### INFORMATION SUPPLIED
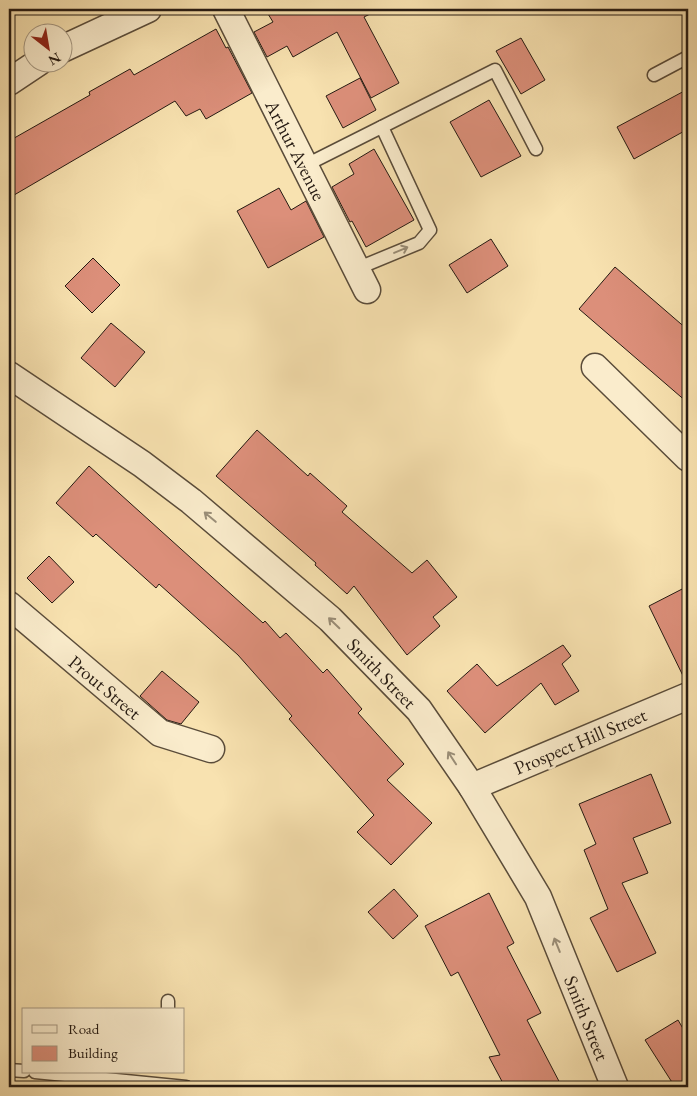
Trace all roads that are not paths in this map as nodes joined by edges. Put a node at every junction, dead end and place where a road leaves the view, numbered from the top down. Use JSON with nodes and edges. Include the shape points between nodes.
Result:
{"nodes":[{"id":1,"x":148,"y":9,"type":"edge"},
{"id":2,"x":226,"y":9,"type":"edge"},
{"id":3,"x":72,"y":44,"type":"edge"},
{"id":4,"x":688,"y":57,"type":"edge"},
{"id":5,"x":24,"y":72,"type":"edge"},
{"id":6,"x":654,"y":75,"type":"dead end"},
{"id":7,"x":9,"y":82,"type":"edge"},
{"id":8,"x":382,"y":127,"type":"junction"},
{"id":9,"x":536,"y":149,"type":"dead end"},
{"id":10,"x":304,"y":166,"type":"junction"},
{"id":11,"x":362,"y":280,"type":"joint"},
{"id":12,"x":596,"y":367,"type":"dead end"},
{"id":13,"x":9,"y":375,"type":"edge"},
{"id":14,"x":688,"y":458,"type":"edge"},
{"id":15,"x":9,"y":605,"type":"edge"},
{"id":16,"x":688,"y":696,"type":"edge"},
{"id":17,"x":212,"y":750,"type":"dead end"},
{"id":18,"x":472,"y":787,"type":"junction"},
{"id":19,"x":9,"y":1070,"type":"edge"},
{"id":20,"x":22,"y":1071,"type":"edge"},
{"id":21,"x":64,"y":1074,"type":"edge"},
{"id":22,"x":162,"y":1081,"type":"edge"},
{"id":23,"x":186,"y":1087,"type":"edge"},
{"id":24,"x":615,"y":1087,"type":"edge"}],
"edges":[{"from":1,"to":3,"type":"street"},
{"from":2,"to":10,"type":"street","name":"Arthur Avenue"},
{"from":4,"to":6,"type":"lane"},
{"from":5,"to":7,"type":"street"},
{"from":8,"to":9,"type":"lane","via":[[495,70]]},
{"from":8,"to":10,"type":"lane"},
{"from":11,"to":8,"type":"lane","one_way":true,"via":[[419,243],[430,230]]},
{"from":10,"to":11,"type":"street","name":"Arthur Avenue"},
{"from":12,"to":14,"type":"street"},
{"from":18,"to":13,"type":"street","name":"Smith Street","one_way":true,"via":[[419,710],[323,613],[167,482]]},
{"from":15,"to":17,"type":"street","name":"Prout Street","via":[[160,734]]},
{"from":16,"to":18,"type":"street","name":"Prospect Hill Street"},
{"from":24,"to":18,"type":"street","name":"Smith Street","one_way":true,"via":[[538,898]]},
{"from":19,"to":20,"type":"lane"},
{"from":21,"to":22,"type":"lane"},
{"from":22,"to":23,"type":"lane"}]}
######
Looking at the entries above, work out how many lines contain the word "nodes", then reply with only that figure.

**TASK RESPONSE**
2